__Work required__. Below are records to give again exactly; omit each image they contain.

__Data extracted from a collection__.
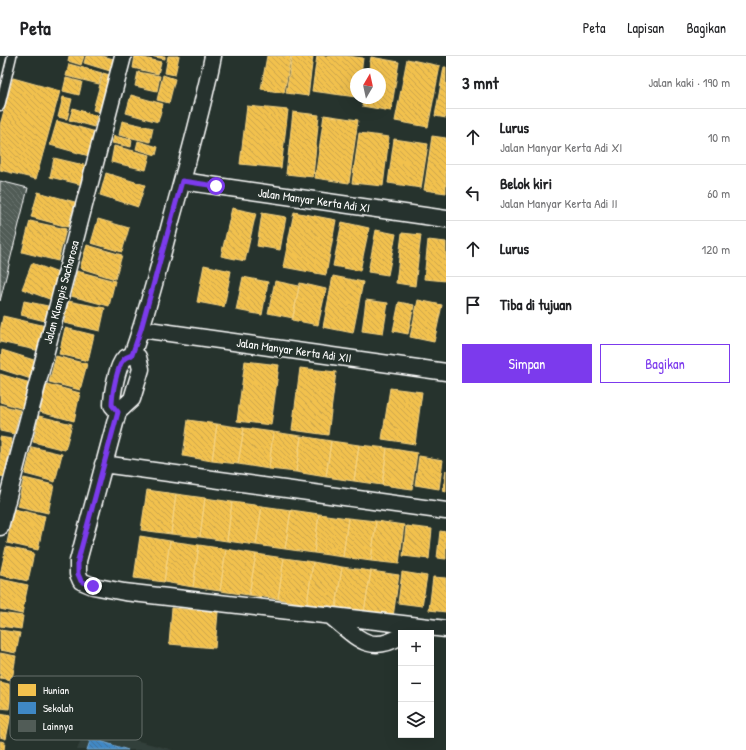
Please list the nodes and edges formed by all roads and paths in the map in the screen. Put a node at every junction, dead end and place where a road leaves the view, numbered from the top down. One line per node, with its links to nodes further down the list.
1 (12, 56): 4 (lane)
2 (123, 56): 11 (street, Jalan Klampis Sacharosa)
3 (213, 56): 5 (street)
4 (0, 106)
5 (182, 181): 6 (street, Jalan Manyar Kerta Adi XI); 7 (street)
6 (446, 218)
7 (141, 329): 8 (street, Jalan Manyar Kerta Adi XII); 9 (street)
8 (446, 372)
9 (103, 464): 10 (street); 12 (street)
10 (446, 511)
11 (0, 527)
12 (328, 614): 13 (street); 15 (street)
13 (413, 629): 14 (street)
14 (446, 629)
15 (398, 638)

__Your response__.
Please list the nodes and edges formed by all roads and paths in the map in the screen. Put a node at every junction, dead end and place where a road leaves the view, numbered from the top down. One line per node, with its links to nodes further down the list.
1 (12, 56): 4 (lane)
2 (123, 56): 11 (street, Jalan Klampis Sacharosa)
3 (213, 56): 5 (street)
4 (0, 106)
5 (182, 181): 6 (street, Jalan Manyar Kerta Adi XI); 7 (street)
6 (446, 218)
7 (141, 329): 8 (street, Jalan Manyar Kerta Adi XII); 9 (street)
8 (446, 372)
9 (103, 464): 10 (street); 12 (street)
10 (446, 511)
11 (0, 527)
12 (328, 614): 13 (street); 15 (street)
13 (413, 629): 14 (street)
14 (446, 629)
15 (398, 638)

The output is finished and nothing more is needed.